John Rigas, CEO of Adelphia Communications Corporation, was forced to retire in 2002 after being indicted for securities, bank and wire fraud; prosecutors charged him with the personal misuse of corporate funds and with hiding $2.3 billion in liabilities from investors. Rigas was convicted and sentenced to 15 years in prison; Adelphia filed for bankruptcy after admitting that the former CEO and his two sons had failed to record $3.1 billion in loans. Rigas, who petitioned for a Presidential pardon in January 2009 and was rejected, will be 92 years old when his sentence runs out in 2017.

Joe Nacchio, CEO of Qwest International was convicted in April 2007 on 19 counts of insider trading. Prosecutors said he illegally sold $52 million in stock in 2001, even as he knew the company was taking on water. Nacchio was sentenced to 6 years in prison but remained free on $2 million bail pending an appeal. In 2008, a U.S. appeals court overturned Nacchio's conviction, saying a key expert witness had been wrongfully barred from testifying. But this February the guilty verdict was reinstated, and Nacchio was ordered him to serve out the remainder of his term. In a last-ditch effort to stay out of the slammer, Nacchio asked a federal judge in March to reconsider his request to remain free on bail while he appealed to the Supreme Court for a new trial. No such luck: in April he was ordered to report to prison. Nacchio is now sharing a cell at a minimum-security Federal prison camp at Minersville, Pa. His Supreme Court appeal is still pending.

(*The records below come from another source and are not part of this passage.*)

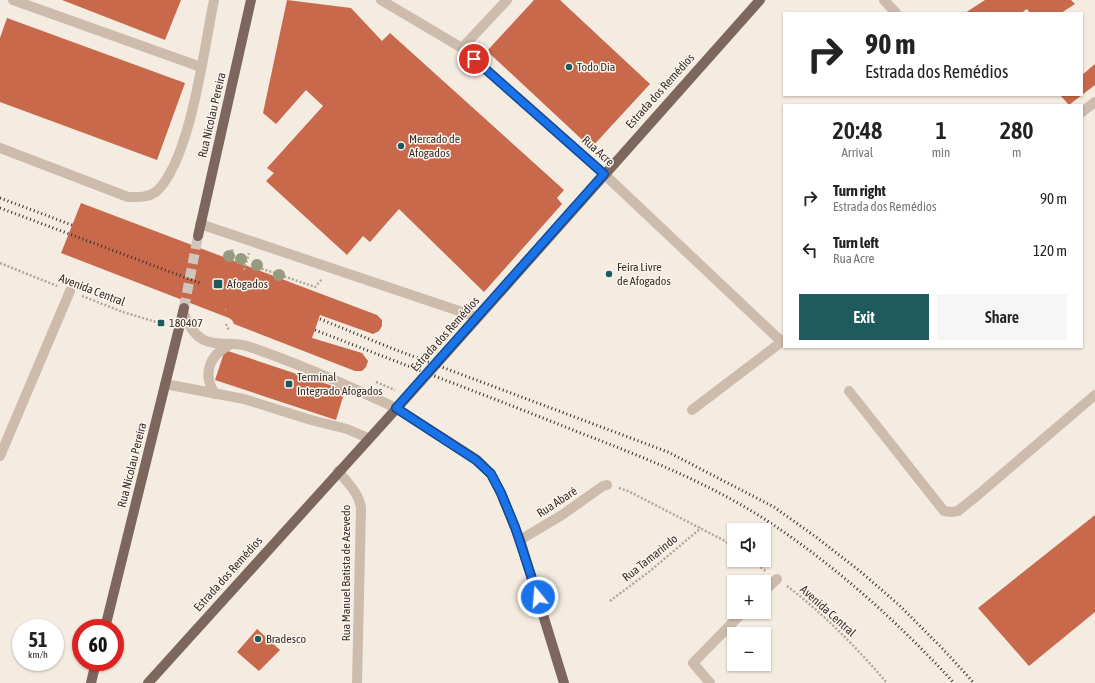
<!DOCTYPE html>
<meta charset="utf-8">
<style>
body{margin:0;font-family:"Asap Condensed",sans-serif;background:#f6f6f6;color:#222;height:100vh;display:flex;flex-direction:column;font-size:15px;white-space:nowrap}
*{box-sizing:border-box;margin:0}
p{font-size:13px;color:#767676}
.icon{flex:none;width:22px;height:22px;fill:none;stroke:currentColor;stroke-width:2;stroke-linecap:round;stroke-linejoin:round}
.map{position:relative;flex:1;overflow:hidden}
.details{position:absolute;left:783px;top:104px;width:300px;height:244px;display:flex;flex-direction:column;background:#fff;border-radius:0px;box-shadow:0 1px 3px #0004}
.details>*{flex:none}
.hud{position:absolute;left:783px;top:12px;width:300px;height:84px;border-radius:0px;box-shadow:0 1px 3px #0004;background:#fff;color:#222;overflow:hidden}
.controls{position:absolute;left:727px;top:523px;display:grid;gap:8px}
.controls a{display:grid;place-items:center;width:44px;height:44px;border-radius:0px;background:#fff;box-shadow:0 1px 3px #0004;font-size:20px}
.speed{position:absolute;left:12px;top:619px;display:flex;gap:8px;font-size:20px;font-weight:700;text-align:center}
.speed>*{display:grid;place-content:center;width:52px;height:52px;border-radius:50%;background:#fff;box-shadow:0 1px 3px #0004;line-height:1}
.speed small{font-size:10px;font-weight:400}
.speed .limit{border:6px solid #d22;background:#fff;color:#111}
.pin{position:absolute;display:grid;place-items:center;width:34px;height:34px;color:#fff;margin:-17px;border:2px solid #fff;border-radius:50%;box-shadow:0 1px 4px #0007}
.me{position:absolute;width:44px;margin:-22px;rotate:343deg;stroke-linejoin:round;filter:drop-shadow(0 0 3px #0008)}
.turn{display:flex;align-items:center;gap:14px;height:84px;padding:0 16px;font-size:18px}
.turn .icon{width:52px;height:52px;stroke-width:2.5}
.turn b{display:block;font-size:28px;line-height:34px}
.eta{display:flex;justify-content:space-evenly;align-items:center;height:68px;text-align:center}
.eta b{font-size:24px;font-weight:600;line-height:28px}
.action{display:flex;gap:8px;margin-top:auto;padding:8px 16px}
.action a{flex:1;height:46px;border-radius:0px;background:#1f5a5e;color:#fff;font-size:16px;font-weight:600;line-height:46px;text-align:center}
.action a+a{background:#f6f6f6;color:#222}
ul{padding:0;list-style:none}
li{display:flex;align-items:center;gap:12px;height:52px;padding:0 16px}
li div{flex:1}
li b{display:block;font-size:15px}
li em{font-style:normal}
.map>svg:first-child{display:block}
.building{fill:#c8694b}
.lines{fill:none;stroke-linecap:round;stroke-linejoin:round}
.primary-tunnel{stroke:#cfc6bd;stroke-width:10;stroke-dasharray:10 5;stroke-linecap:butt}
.path{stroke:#b9a596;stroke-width:2.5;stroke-dasharray:2 2;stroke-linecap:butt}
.service{stroke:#cdbbac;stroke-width:10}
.minor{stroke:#cdbbac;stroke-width:10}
.primary{stroke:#7d675c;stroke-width:10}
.rail{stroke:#3b302b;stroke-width:3;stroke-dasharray:1 3;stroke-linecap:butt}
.tree{fill:#969b7f}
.route-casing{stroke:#114b97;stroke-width:10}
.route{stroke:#1a73e8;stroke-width:7}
.poi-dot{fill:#1f5a5e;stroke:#fbf5ee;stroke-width:1.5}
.labels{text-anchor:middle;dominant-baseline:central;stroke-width:3;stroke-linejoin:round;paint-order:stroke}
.poi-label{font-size:12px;fill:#3b302b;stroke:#fbf5ee;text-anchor:start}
.street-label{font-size:12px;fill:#3b302b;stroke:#fbf5ee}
</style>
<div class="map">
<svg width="1095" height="683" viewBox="0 0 1095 683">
<rect width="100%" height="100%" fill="#f4ebe1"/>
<g class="building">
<polygon points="62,0 181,0 165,40"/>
<polygon points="287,0 351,8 382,41 390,33 564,190 557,198 562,204 484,292 399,209 370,242 363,236 347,255 266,181 274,173 267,168 323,106 306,90 276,124 263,113"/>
<polygon points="534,0 560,0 650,84 591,148 487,51"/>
<polygon points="985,0 1071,0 1075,4 1061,13 1030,13 1027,9 1021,13 965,13"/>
<polygon points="7,18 185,83 157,160 0,102 0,38"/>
<polygon points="1095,64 1095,85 1082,95 1082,75"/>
<polygon points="1060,95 1082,95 1069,105"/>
<polygon points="81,203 377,315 382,320 382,326 379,331 373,334 320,315 312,338 362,353 368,361 366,367 362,371 355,371 234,324 232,320 229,318 61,253"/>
<polygon points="225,350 345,390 336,420 215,380"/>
<polygon points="1095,515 1095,612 1029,666 978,608"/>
<polygon points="257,629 280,650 259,671 237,652"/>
</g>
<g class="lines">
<polyline class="primary-tunnel" points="184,308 198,236"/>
<g class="path">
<polyline points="230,259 233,248"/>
<polyline points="0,263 57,286"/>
<polyline points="244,270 249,253"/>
<polyline points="259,270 260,268 315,287 322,279"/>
<polyline points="82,296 123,312 166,325"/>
<polyline points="225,310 226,310"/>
<polyline points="226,324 229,330"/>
<polyline points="376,382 395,390"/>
<polyline points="619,488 628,491 725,541 734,548"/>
<polyline points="751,560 767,572"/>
<path d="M787 586C824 614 857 648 887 683"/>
<polyline points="610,601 650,571 701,528"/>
</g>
<g class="service">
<polyline points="13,0 201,67"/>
<path d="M0 148 128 197C138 197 148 198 157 191 191 158 204 48 214 0"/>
<path d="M183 312C188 322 192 333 202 339 216 347 232 341 247 346 298 363 347 385 396 408"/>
<polyline points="165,384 244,399 311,420 347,429 368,438"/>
<polyline points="849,391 944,511 951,512 958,511 979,494 1095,395"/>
<path d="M215 394C202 374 209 356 229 345"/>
</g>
<g class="minor">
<polyline points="381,0 462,48 604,174 782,342"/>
<polyline points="884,0 896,13"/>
<polyline points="462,48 507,0"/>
<polyline points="1082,112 1095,102"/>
<polyline points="200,224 477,317"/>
<polyline points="692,410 784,340"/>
<polyline points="0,456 70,291"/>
<path d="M338 471C347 482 359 493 361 508L357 683"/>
<polyline points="520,540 562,515 603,486 607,485"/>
<polyline points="764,591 777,579"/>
<polyline points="710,683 693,663 743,612"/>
</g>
<g class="primary">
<polyline points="198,236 251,0"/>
<polyline points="396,408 477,460 491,474 501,493 520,540 564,683"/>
<polyline points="105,628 184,308"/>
<polyline points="91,683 96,662"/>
<polyline points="148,683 407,397 760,0"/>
</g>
<g class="rail">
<polyline points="0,198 72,225"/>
<polyline points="0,208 200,283"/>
<polyline points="320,319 391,348 668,452 774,507 816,537 861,572 899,605 941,647 974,683"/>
<path d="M315 330C402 364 491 397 578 432 643 457 707 482 766 520 836 566 898 622 954 683"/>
</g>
</g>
<g class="tree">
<circle cx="229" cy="256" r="6"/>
<circle cx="241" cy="259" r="6"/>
<circle cx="257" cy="265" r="6"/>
<circle cx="279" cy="275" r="6"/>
</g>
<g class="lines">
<defs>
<polyline id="route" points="474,59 604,174 396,408 476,460 491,474 501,493 515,527 538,597"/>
</defs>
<use href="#route" class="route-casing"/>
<use href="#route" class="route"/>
</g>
<g class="poi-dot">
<circle cx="569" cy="67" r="4"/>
<circle cx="401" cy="146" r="4"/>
<circle cx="609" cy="274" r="4"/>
<rect x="213" y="279" width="10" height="10" rx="2"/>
<rect x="157" y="319" width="8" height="8" rx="2"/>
<rect x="285" y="380" width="8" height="8" rx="2"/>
<circle cx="258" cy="639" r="4"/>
</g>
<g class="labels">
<g class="poi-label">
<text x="577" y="67">Todo Dia</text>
<text x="409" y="139">Mercado de<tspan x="409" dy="14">Afogados</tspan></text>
<text x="617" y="267">Feira Livre<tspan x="617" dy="14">de Afogados</tspan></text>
<text x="227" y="284">Afogados</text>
<text x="169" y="323">180407</text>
<text x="297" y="377">Terminal<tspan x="297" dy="14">Integrado Afogados</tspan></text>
<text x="266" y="639">Bradesco</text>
</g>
<g class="street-label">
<text transform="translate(660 91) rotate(-48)">Estrada dos Remédios</text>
<text transform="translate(212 115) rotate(-77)">Rua Nicolau Pereira</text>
<text transform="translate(598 151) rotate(42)">Rua Acre</text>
<text transform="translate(92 290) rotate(21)">Avenida Central</text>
<text transform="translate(445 334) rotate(-48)">Estrada dos Remédios</text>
<text transform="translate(132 465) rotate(-76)">Rua Nicolau Pereira</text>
<text transform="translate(557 502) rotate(-33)">Rua Abaré</text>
<text transform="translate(650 558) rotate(-39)">Rua Tamarindo</text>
<text transform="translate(346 573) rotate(-90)">Rua Manuel Batista de Azevedo</text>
<text transform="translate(228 574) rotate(-48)">Estrada dos Remédios</text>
<text transform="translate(828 611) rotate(42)">Avenida Central</text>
</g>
</g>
</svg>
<div class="controls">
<a><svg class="icon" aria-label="sound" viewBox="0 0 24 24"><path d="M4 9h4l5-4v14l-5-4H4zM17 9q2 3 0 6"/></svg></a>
<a>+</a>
<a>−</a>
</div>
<div class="speed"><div>51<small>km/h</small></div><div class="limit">60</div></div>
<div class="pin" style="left:474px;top:59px;background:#d93025"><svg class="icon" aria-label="arrive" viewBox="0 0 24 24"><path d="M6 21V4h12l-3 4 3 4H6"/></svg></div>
<svg class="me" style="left:538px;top:597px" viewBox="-20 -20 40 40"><circle r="17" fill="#1a73e8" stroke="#fff" stroke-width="3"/><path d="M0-11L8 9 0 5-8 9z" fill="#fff"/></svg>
<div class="hud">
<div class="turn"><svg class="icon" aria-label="right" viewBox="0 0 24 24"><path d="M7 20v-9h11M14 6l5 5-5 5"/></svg><div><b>90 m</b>Estrada dos Remédios</div></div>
</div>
<section class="details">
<div class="eta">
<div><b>20:48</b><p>Arrival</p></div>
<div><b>1</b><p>min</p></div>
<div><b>280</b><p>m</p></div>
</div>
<ul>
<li><svg class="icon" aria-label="right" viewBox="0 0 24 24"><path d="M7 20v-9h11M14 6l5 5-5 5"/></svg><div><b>Turn right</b><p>Estrada dos Remédios</p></div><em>90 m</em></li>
<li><svg class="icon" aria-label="left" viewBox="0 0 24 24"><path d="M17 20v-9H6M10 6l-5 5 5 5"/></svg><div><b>Turn left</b><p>Rua Acre</p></div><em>120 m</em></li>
</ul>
<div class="action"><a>Exit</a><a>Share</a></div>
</section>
</div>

Former porn star Kathryn B. Gannon, who goes by "Marilyn Star", was charged with receiving stock tips in 2000. Gannon was the mistress of James McDermott, former CEO of Keefe, Bruyette and Woods, a multi-billion dollar Wall Street firm. Kathryn Gannon (who has appeared in films such as "Strap up Sally" ), passed the stock tips on to her other lover, New Jersey businessman Anthony Pompino, who, along with McDermott, was convicted of insider trading. Gannon fled to her native Canada, but was arrested and extradited back to the United States, where she was sentenced to only three months in prison. McDermott was sentenced to 27 months in prison, a $25,000 fine, and 300 hours of community service.

James McDermott and Kathryn Gannon ("Marilyn Star")

Not only do we need more regulation, but we also need more regulators --- and we need more people to watch the regulators. And we also need more IRS tax auditors too, because tax evasion is rampant.